▶ _WHAT TO PRODUCE_
For the listing that follows, give again exactly the lines from the one with "middle mcp: (201, 226)" to the one with "pinky tip: (315, 318)", including both.

▶ _SUPPLIED MATERIAL_
- - -
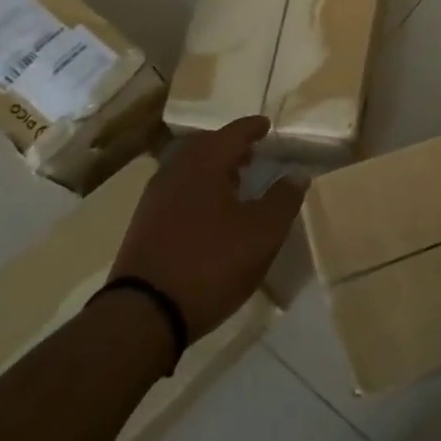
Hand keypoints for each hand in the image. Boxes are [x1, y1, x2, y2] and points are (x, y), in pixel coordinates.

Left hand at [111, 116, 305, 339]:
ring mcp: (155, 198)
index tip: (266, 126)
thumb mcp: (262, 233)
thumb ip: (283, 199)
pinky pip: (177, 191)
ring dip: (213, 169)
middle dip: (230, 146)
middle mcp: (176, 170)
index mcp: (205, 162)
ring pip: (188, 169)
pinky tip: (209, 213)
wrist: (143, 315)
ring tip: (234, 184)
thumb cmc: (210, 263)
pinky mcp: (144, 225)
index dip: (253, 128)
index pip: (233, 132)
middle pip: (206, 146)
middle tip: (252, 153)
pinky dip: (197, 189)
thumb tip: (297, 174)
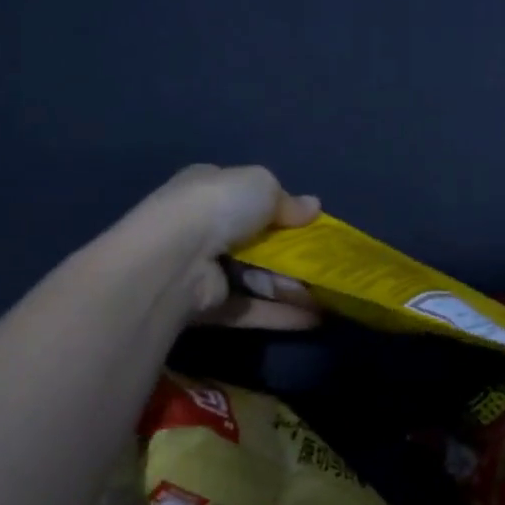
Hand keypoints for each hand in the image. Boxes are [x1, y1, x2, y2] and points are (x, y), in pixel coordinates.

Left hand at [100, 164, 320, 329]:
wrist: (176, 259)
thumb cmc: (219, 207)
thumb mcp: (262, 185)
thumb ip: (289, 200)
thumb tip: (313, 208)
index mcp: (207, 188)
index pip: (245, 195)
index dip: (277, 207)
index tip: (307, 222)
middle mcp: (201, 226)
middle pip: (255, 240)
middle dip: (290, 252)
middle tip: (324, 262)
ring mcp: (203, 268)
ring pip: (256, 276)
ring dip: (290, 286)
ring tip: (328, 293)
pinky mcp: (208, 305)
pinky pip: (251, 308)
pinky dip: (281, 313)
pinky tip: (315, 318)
- - -
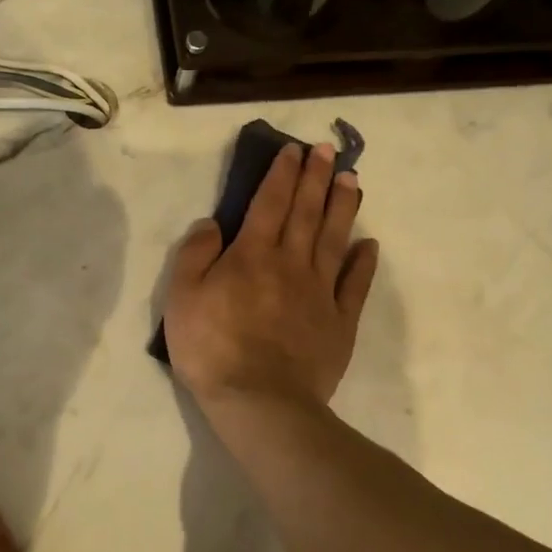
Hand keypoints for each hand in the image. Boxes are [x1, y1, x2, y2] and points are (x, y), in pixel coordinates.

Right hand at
- - -
▶ _SOLUTION TO THE EXERCISE_
middle mcp: (201, 226)
middle pip: (255, 240)
middle dip: (290, 252)
middle tip: (324, 262)
ring mcp: (203, 268)
ring pip: (256, 276)
ring dip: (290, 286)
ring tip: (328, 293)
pinky mcp: (208, 305)
pinky pip: (251, 308)
pinky dip: (281, 313)
pinky tip: (315, 318)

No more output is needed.